I think this is why Lincoln Taiz’s old objections to plant cognition still land partial hits even now. Taiz’s strong claim — that plants do not have cognition because they lack a nervous system — looks increasingly hard to defend once you see HY5 + GLR3.5 + CaM2 functioning as a multi-modal integrator. But his weaker claim, that “plant intelligence” advocates routinely conflate the existence of signaling with the existence of representation, is still doing useful work. The OECT does not, by itself, decide between “plants compute” and “plants have computable signals.” Those are not the same statement.

What Levin’s update gets right is that the line we used to draw at “has a brain” was always somewhat arbitrary. A brain is one implementation of a cognitive light cone. It is plausibly not the only one, and the fact that the same instrument reads both bears that out at the level of physics. What Levin’s framing does not fully resolve is whether the multi-modal integrators we are uncovering in plants — vascular RNA highways, calcium waves with built-in calmodulin desensitization, GLR-coupled hormonal cascades, light-electric retrograde loops — are best described as cognition, computation, control, or something for which we do not yet have a clean word. I lean toward “control with cognitive properties,” which is not as snappy as “cognition all the way down” but seems to me to be the honest middle.

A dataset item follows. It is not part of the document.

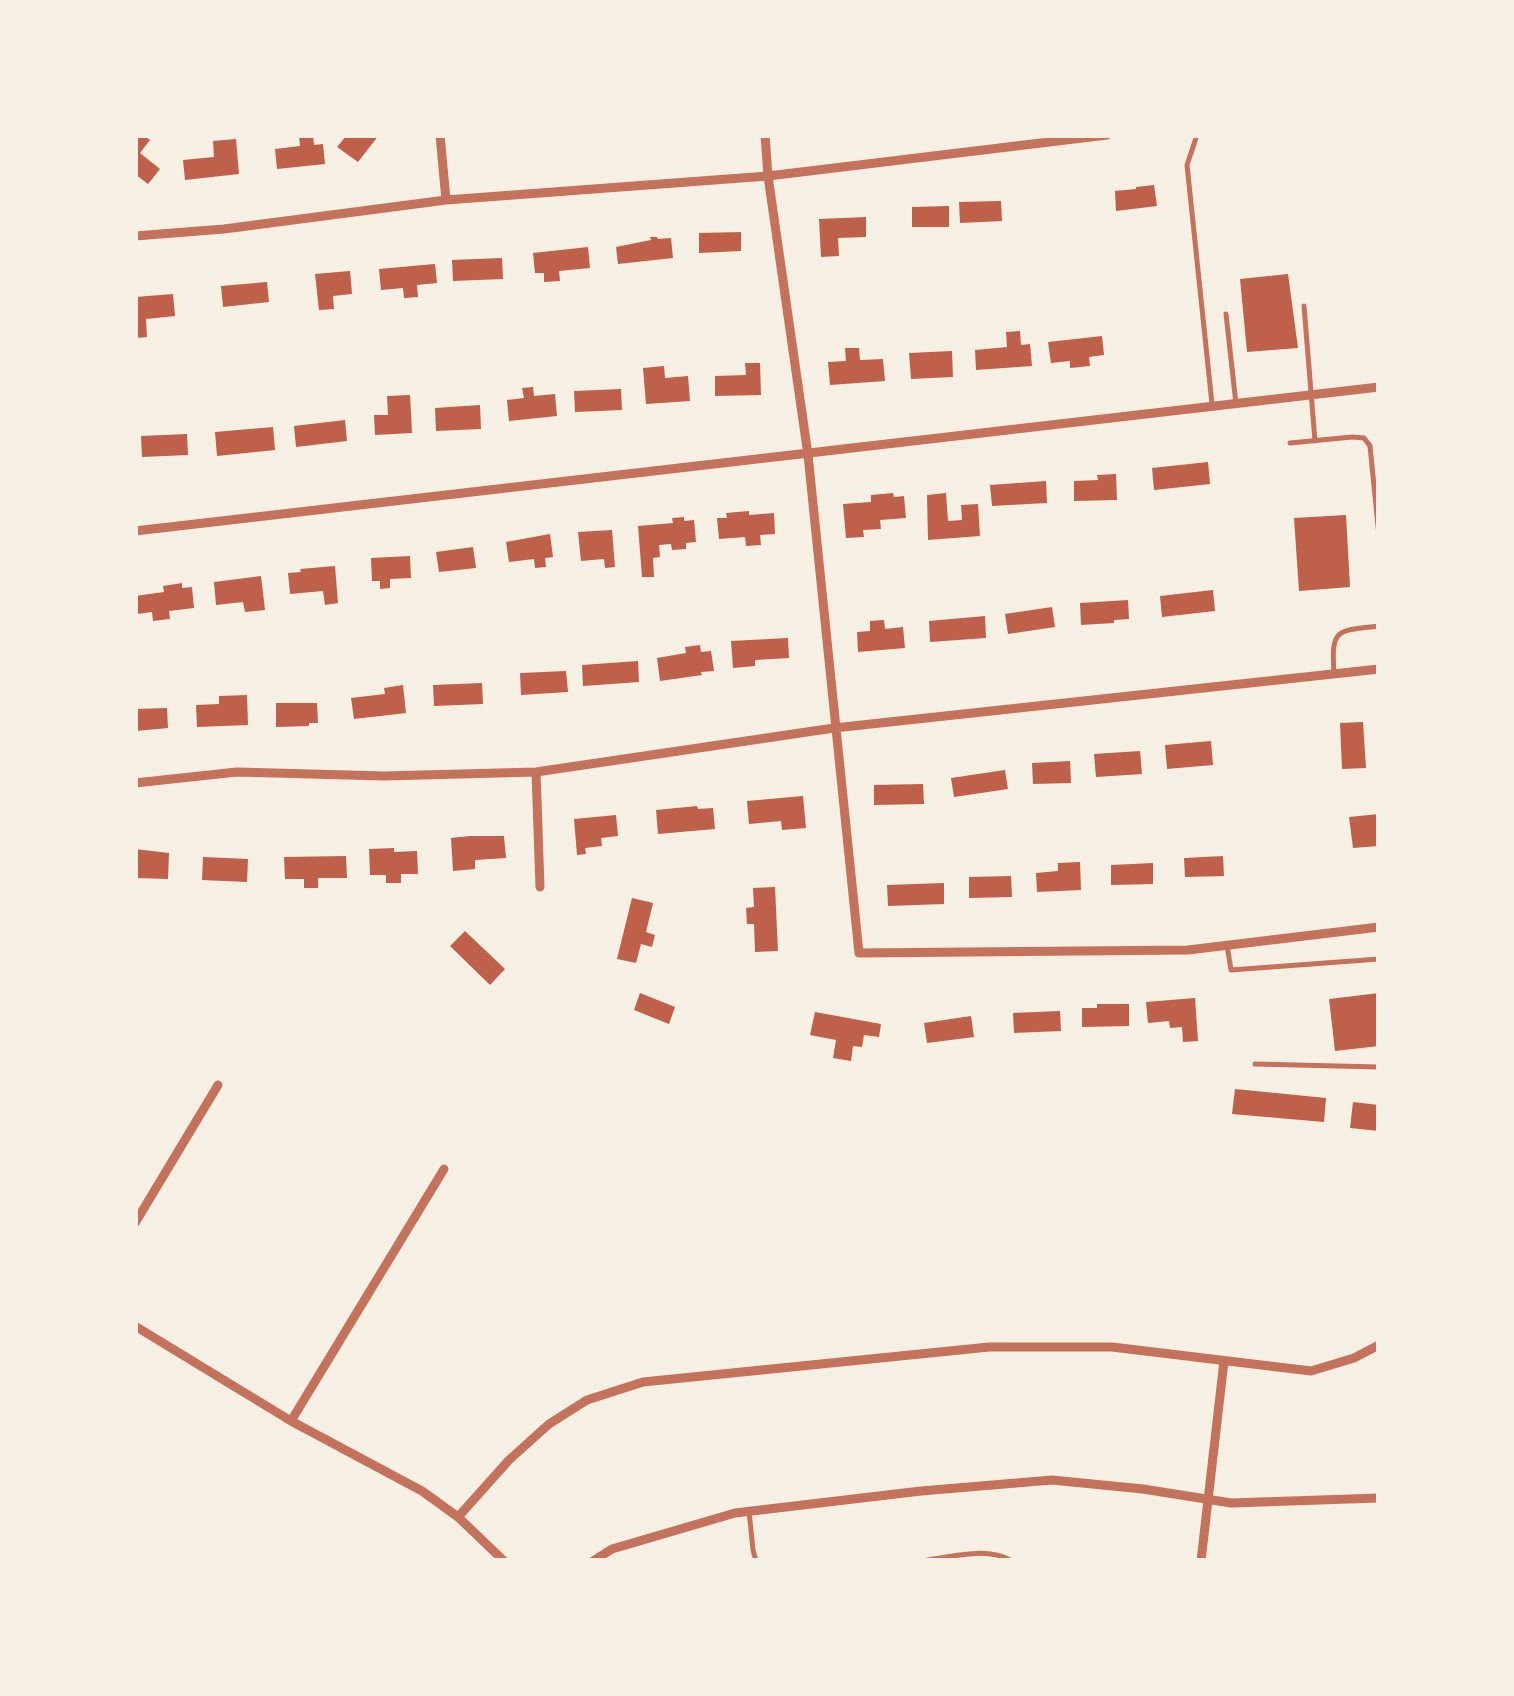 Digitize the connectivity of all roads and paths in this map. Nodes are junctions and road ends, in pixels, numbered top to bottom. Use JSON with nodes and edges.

One reason I want to keep the substrate and the meaning separate is that they have different consequences. If voltage is a universal substrate, then bioelectric interfaces will scale across species and even across kingdoms — every plant, every animal, eventually every microbial community, can in principle be wired into a common readout. That is a powerful engineering claim, and the monolithic OECT is the first device I have seen that makes it concrete rather than aspirational. If, on the other hand, meaning is substrate-relative — if the same voltage trace means “trap a fly” in a Venus flytrap, “watch for a predator” in a tomato leaf, and “remember a sequence” in a cortical column — then the universalist hope is methodological, not metaphysical. We will be able to listen everywhere with the same wire. We will not be able to translate.

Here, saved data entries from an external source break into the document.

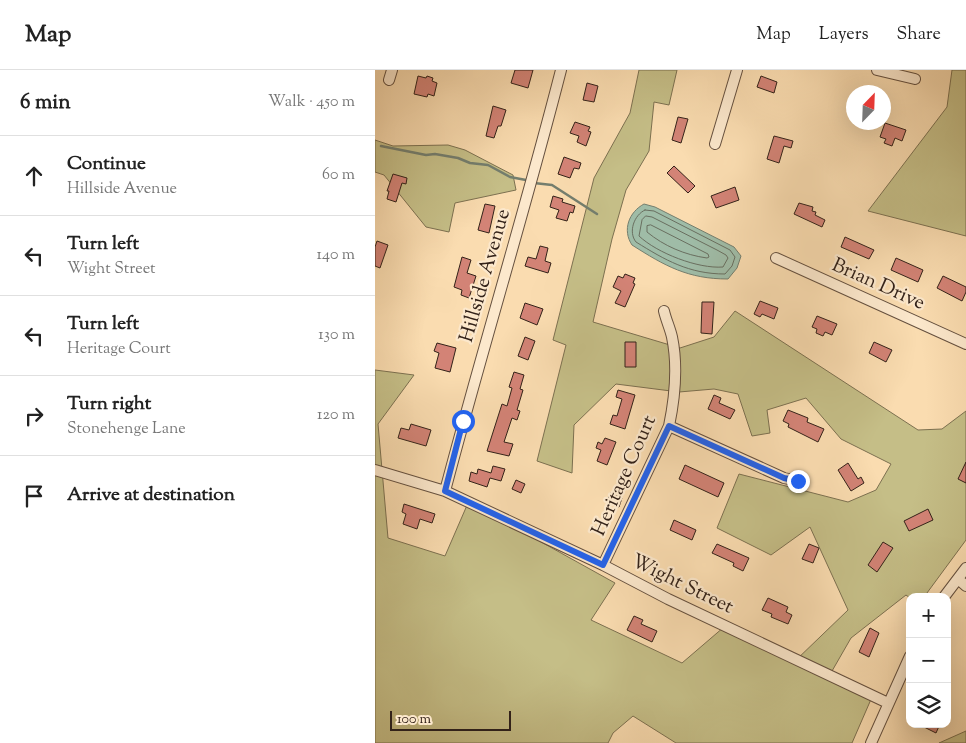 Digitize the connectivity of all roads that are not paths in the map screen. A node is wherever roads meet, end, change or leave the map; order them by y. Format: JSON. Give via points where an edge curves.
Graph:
{"nodes":[{"id":1,"x":561,"y":70,"type":"edge"},
{"id":2,"x":737,"y":70,"type":"edge"},
{"id":3,"x":877,"y":70,"type":"edge"},
{"id":4,"x":915,"y":79,"type":"dead end"},
{"id":5,"x":715,"y":144,"type":"dead end"},
{"id":6,"x":776,"y":258,"type":"dead end"},
{"id":7,"x":664,"y":311,"type":"dead end"},
{"id":8,"x":966,"y":344,"type":"edge"},
{"id":9,"x":669,"y":426,"type":"junction"},
{"id":10,"x":375,"y":470,"type":"edge"},
{"id":11,"x":798,"y":481,"type":"dead end"},
{"id":12,"x":445,"y":491,"type":"junction"},
{"id":13,"x":603,"y":565,"type":"junction"},
{"id":14,"x":966,"y":568,"type":"edge"},
{"id":15,"x":962,"y":582,"type":"edge"},
{"id":16,"x":949,"y":593,"type":"edge"},
{"id":17,"x":906,"y":665,"type":"edge"},
{"id":18,"x":889,"y":703,"type":"junction"},
{"id":19,"x":871,"y":743,"type":"edge"}],
"edges":[{"from":1,"to":12,"type":"street","name":"Hillside Avenue"},
{"from":2,"to":5,"type":"street"},
{"from":3,"to":4,"type":"street"},
{"from":6,"to":8,"type":"street","name":"Brian Drive"},
{"from":7,"to":9,"type":"street","name":"Heritage Court","via":[[672,336],[675,363]]},
{"from":9,"to":11,"type":"street","via":[[784,478]]},
{"from":9,"to":13,"type":"street","name":"Heritage Court"},
{"from":10,"to":12,"type":"street","name":"Wight Street"},
{"from":12,"to":13,"type":"street","name":"Wight Street"},
{"from":13,"to":18,"type":"street","name":"Wight Street","via":[[669,600]]},
{"from":14,"to":15,"type":"street"},
{"from":15,"to":16,"type":"street"},
{"from":17,"to":18,"type":"street"},
{"from":18,"to":19,"type":"street"}]} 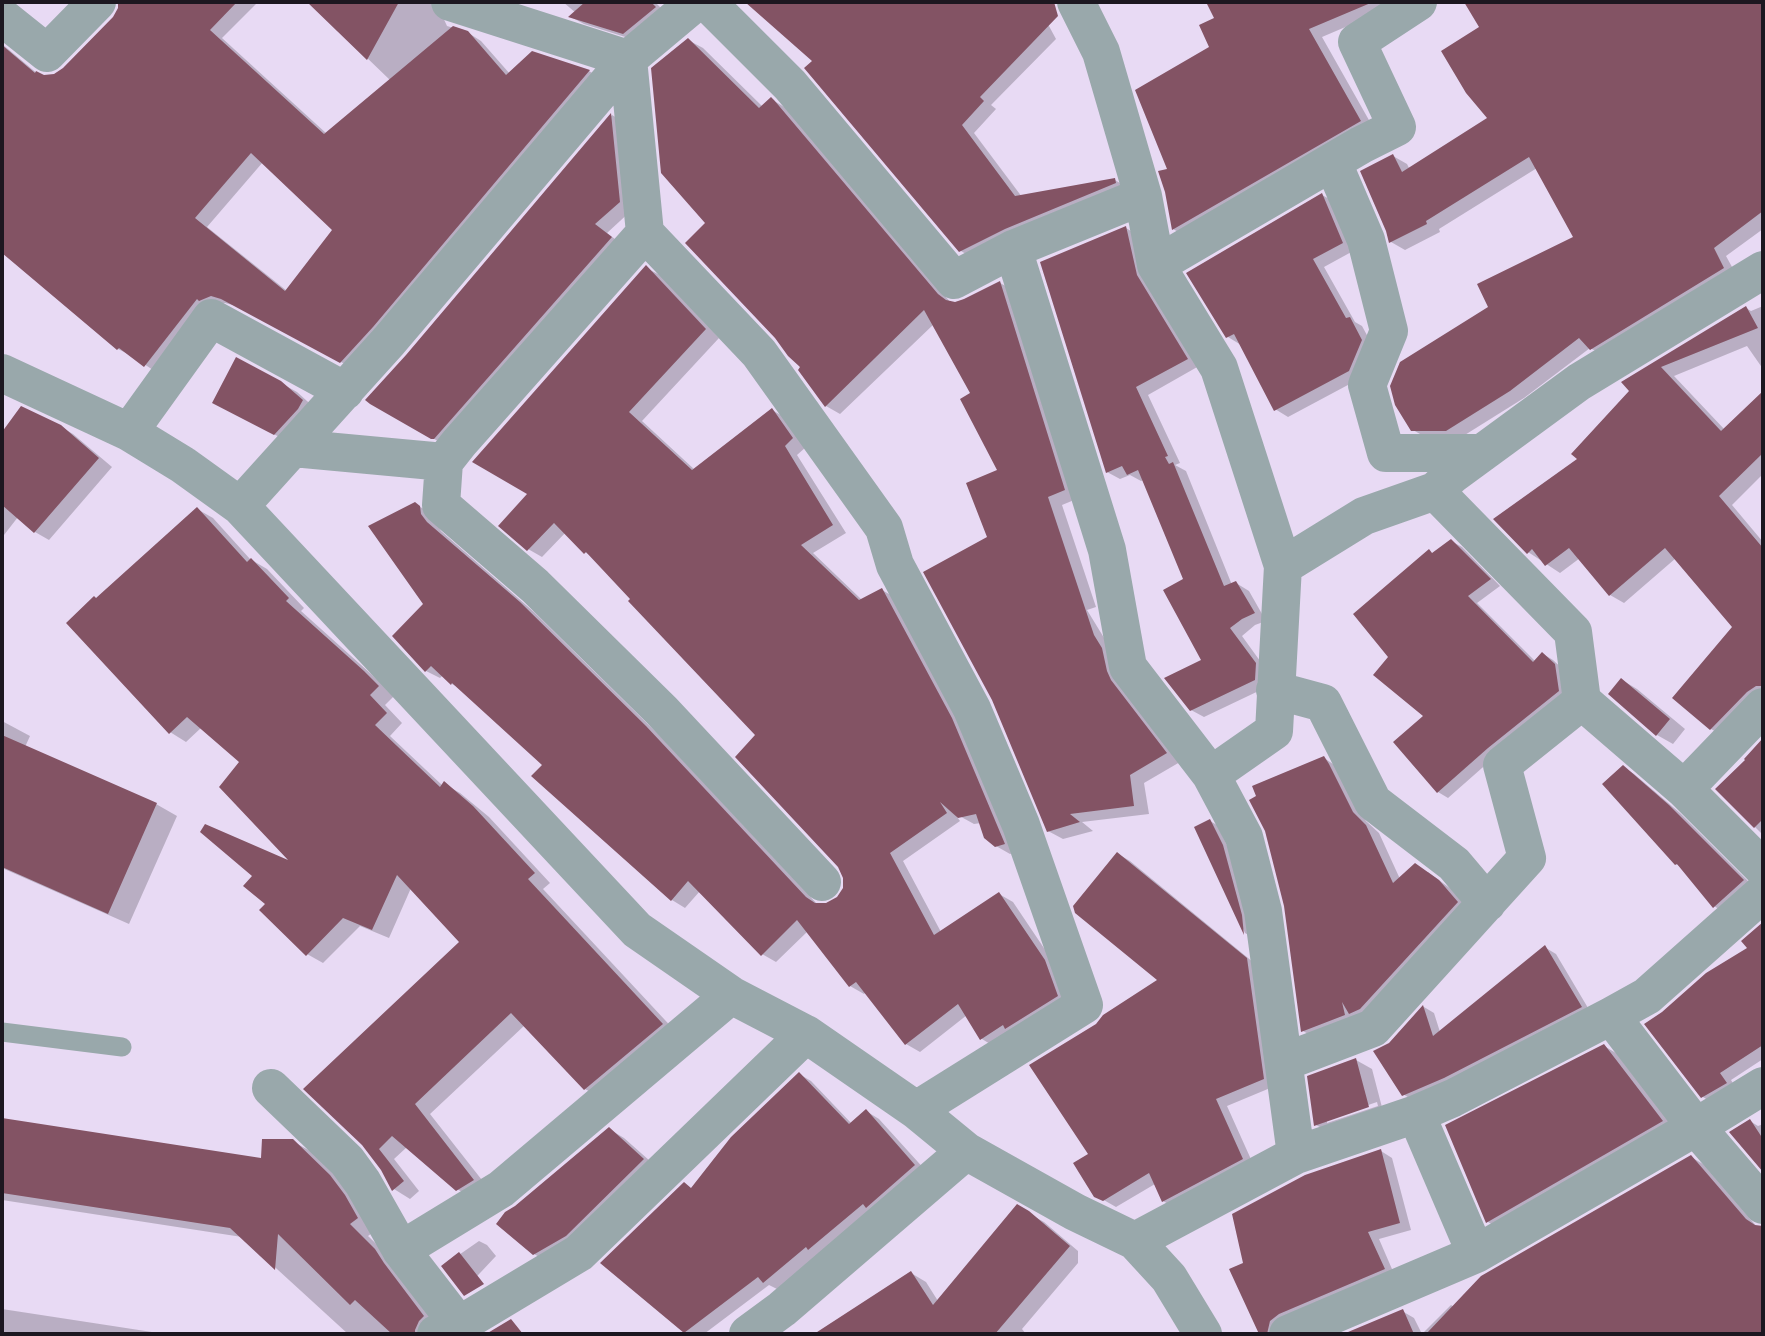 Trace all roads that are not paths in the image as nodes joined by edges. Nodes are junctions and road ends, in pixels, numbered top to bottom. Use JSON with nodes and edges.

The question I want to leave open, because I do not have a confident answer, is whether anyone is yet running the actually decisive experiment. The decisive experiment would not be “can we record from a plant with the same device that records from a brain.” That experiment has been done.12 The decisive experiment would be: can a perturbation that has a known cognitive consequence in one substrate produce a transferable functional consequence in another? Stimulating cortical tissue with a learned voltage pattern from a Venus flytrap, and asking whether the cortex behaves any differently than it would for white noise of the same spectrum. Until that kind of cross-substrate transfer is reported, “bioelectric is the universal language of life” remains a research program, not a finding.

For now, I think the right posture is to be open to Levin’s continuum and skeptical of every individual claim that lives along it. The OECT listens. What we hear is voltage. The voices, if there are voices, live in the architecture that the voltage is being run through, and that architecture is what biology has to tell us about, one circuit at a time.

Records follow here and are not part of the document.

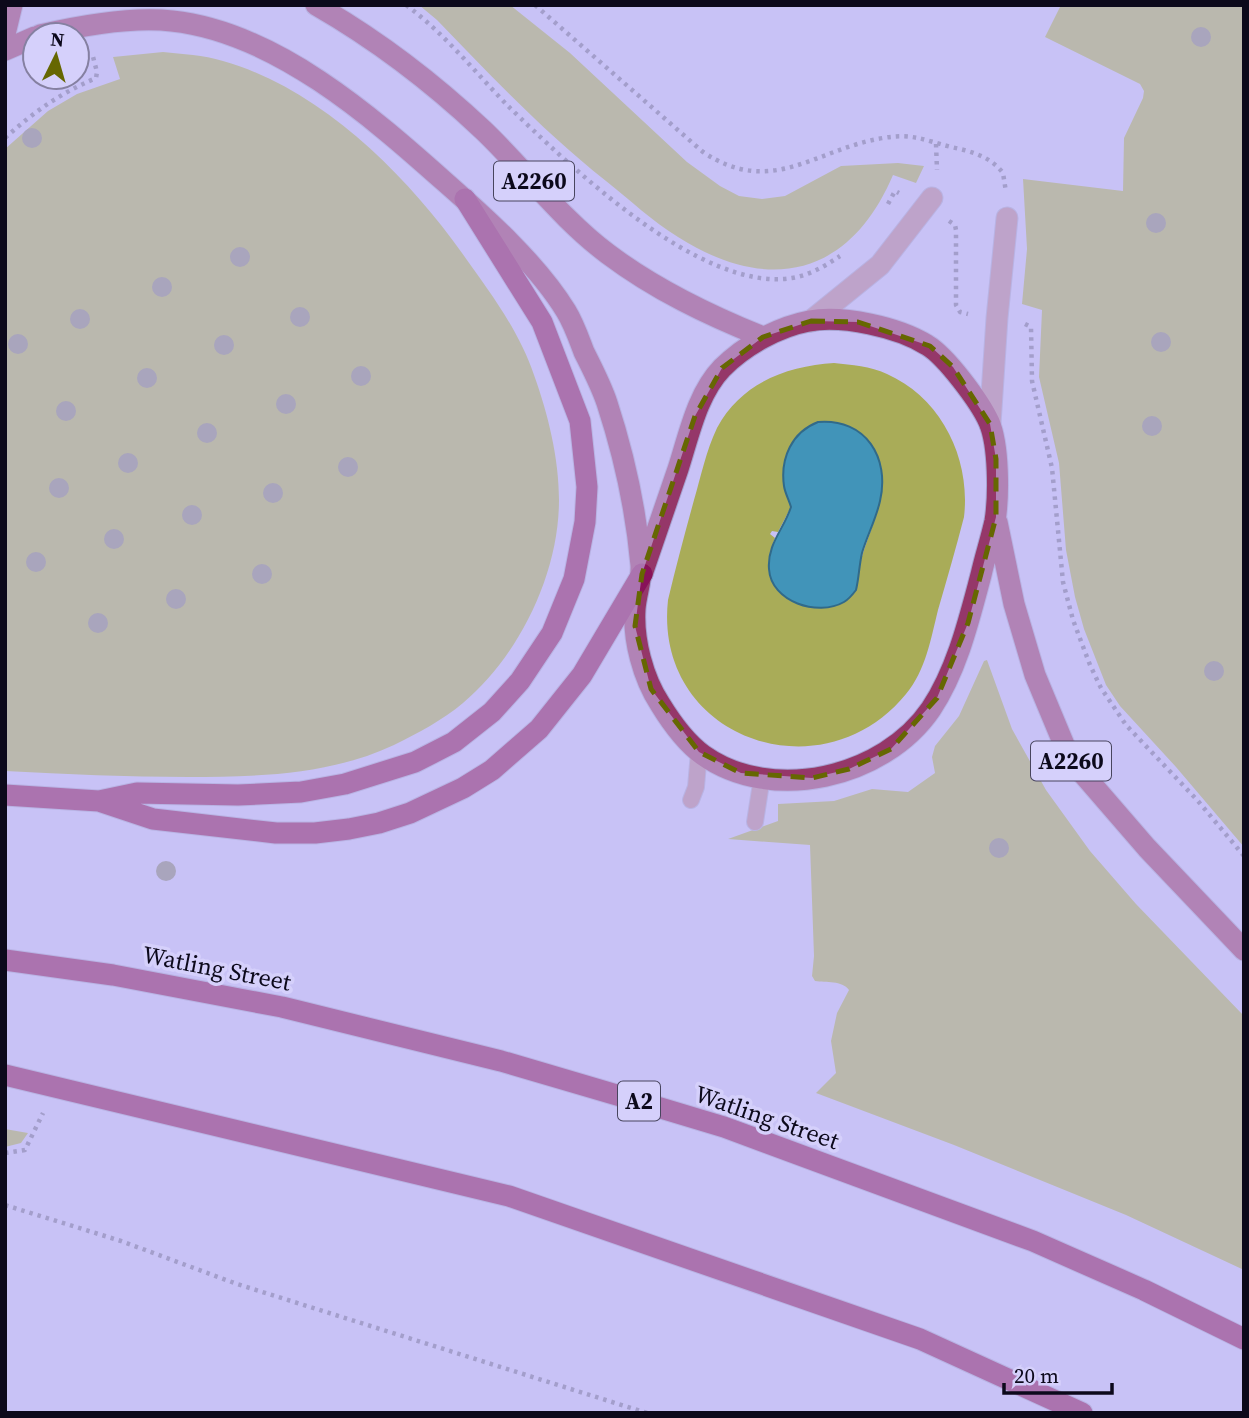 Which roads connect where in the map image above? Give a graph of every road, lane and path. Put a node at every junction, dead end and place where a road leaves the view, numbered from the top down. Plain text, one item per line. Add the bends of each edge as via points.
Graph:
1 (12, 5) edge
2 (316, 5) edge
3 (406, 5) edge
4 (535, 5) edge
5 (91, 26) edge
6 (5, 33) edge
7 (91, 49) edge
8 (91, 80) edge
9 (66, 91) edge
10 (5, 138) edge
11 (902, 194) dead end
12 (932, 198) dead end
13 (465, 199) junction
14 (884, 209) dead end
15 (1007, 218) joint
16 (945, 219) dead end
17 (843, 255) dead end
18 (970, 314) dead end
19 (811, 321) junction
20 (1025, 324) dead end
21 (763, 337) junction
22 (990, 424) junction
23 (996, 517) junction
24 (642, 573) junction
25 (699, 752) junction
26 (762, 777) junction
27 (5, 794) edge
28 (691, 800) dead end
29 (99, 801) junction
30 (755, 822) dead end
31 (1244, 856) edge
32 (1244, 950) edge
33 (5, 960) edge
34 (5, 1075) edge
35 (56, 1087) junction
36 (5, 1153) edge
37 (5, 1205) edge
38 (1244, 1339) edge
39 (647, 1413) edge
40 (1082, 1413) edge

1 - 6 main road
2 - 21 main road, A2260 via 361,31 482,128 606,252 678,299
3 - 17 path via 572,166 684,250 727,269 789,279
4 - 15 path via 703,152 733,168 783,170 884,137 922,137 972,152 998,167 1006,183
5 - 13 main road, A2260 via 169,20 242,39 310,74 386,130
7 - 8 path via 97,72
9 - 10 path
11 - 14 path via 895,191
12 - 19 street via 880,265
13 - 24 main road, A2260 via 520,253 566,312 606,400 632,498
13 - 29 highway via 542,322 580,421 587,487 585,522 574,579 552,633 520,681 492,712 454,742 415,762 301,792 137,793
15 - 22 street
16 - 18 path via 956,230 957,308
19 - 21 main road
19 - 22 main road via 858,322 900,332 930,346 953,367
20 - 31 path via 1031,327 1032,382 1052,468 1063,582 1090,665 1126,725
21 - 24 main road via 722,368 708,388
22 - 23 main road via 996,459
23 - 26 main road via 952,668 916,728 891,748 849,769 801,779
23 - 32 main road, A2260 via 1035,675 1070,759
24 - 25 main road via 635,618 645,672 661,706
24 - 29 highway via 582,675 539,729 482,776 410,813 349,829 276,833 153,819
25 - 26 main road via 726,768
25 - 28 lane
26 - 30 lane
27 - 29 highway
33 - 38 highway, Watling Street / A2 via 282,1007 501,1061 724,1127 1033,1241
34 - 35 highway
35 - 36 path via 25,1150
35 - 40 highway via 509,1195 920,1339
37 - 39 path via 237,1284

  1. Wang et al. “Monolithic design of an organic electrochemical transistor array for multimodal bioelectronic interfacing.” Nature Sensors, April 2026. Accessed 2026-05-14.  2

  2. Armada-Moreira et al. “Plant electrophysiology with conformable organic electronics: Deciphering the propagation of Venus flytrap action potentials.” Science Advances, 2023. Accessed 2026-05-14.  2

  3. Levin and Watson. “Machines all the way up and cognition all the way down: Updating the machine metaphor in biology.” Seminars in Cell & Developmental Biology, vol. 177–178, 2026. Accessed 2026-05-14. 

  4. Yang et al. “HY5 integrates light and electrical signaling to trigger a jasmonate burst for nematode defense in tomato.” Nature Communications, 2025. Accessed 2026-05-14.